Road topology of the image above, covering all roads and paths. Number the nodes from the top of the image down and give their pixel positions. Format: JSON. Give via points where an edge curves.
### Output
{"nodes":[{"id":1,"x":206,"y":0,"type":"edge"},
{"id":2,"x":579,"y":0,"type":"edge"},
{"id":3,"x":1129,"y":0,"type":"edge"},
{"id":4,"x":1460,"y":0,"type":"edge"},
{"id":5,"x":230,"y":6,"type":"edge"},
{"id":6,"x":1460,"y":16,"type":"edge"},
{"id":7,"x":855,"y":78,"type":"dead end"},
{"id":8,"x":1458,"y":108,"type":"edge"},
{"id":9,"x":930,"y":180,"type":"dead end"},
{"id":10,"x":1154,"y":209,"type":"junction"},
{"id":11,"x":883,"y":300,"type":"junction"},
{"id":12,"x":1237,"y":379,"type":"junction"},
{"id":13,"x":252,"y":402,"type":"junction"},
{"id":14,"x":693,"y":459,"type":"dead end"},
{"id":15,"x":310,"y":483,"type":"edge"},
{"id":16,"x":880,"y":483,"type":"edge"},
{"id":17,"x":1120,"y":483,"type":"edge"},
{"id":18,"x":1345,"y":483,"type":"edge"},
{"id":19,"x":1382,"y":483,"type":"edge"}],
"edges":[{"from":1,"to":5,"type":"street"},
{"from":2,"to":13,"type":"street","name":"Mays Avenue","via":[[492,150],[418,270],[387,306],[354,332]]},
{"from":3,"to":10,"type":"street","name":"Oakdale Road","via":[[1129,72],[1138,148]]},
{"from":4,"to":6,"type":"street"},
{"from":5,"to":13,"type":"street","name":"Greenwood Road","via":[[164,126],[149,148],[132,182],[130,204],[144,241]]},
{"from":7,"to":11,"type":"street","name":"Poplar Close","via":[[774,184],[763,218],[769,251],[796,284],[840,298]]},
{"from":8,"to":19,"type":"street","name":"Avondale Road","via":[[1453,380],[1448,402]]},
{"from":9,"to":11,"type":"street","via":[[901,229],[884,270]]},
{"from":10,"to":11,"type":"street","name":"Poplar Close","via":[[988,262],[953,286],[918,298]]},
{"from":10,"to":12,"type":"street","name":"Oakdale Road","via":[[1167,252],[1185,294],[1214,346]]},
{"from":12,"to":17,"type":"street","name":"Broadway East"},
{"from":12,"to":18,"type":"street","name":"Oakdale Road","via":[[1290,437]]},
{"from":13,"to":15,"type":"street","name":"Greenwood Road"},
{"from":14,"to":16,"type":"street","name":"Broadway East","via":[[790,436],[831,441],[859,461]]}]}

Exercise brief.
Look over the listing and return each line that holds "East".

Written reply.
{"from":12,"to":17,"type":"street","name":"Broadway East"},
{"from":14,"to":16,"type":"street","name":"Broadway East","via":[[790,436],[831,441],[859,461]]}]}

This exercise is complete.